[Stored data]
BEGIN

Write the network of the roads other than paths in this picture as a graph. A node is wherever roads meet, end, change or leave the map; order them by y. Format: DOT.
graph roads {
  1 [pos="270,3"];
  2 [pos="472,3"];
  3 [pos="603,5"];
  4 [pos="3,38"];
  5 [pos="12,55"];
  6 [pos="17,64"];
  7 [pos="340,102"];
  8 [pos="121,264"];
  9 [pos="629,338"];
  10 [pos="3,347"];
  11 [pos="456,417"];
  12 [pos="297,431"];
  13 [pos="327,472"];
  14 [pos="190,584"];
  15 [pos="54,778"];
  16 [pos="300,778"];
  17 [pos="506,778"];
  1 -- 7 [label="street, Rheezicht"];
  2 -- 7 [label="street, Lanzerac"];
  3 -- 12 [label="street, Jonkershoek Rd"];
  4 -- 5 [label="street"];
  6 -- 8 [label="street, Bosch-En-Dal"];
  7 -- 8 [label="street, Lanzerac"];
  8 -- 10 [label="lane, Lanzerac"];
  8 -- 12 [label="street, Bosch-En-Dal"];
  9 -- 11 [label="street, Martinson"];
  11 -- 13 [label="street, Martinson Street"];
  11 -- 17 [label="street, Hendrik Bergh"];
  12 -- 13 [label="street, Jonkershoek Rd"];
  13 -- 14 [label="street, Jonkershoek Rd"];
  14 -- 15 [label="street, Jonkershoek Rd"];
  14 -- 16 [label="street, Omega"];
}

END

**To do**: Reply with nothing but a number. State how many lines in the records hold the word "roads".

**Worked solution**: 2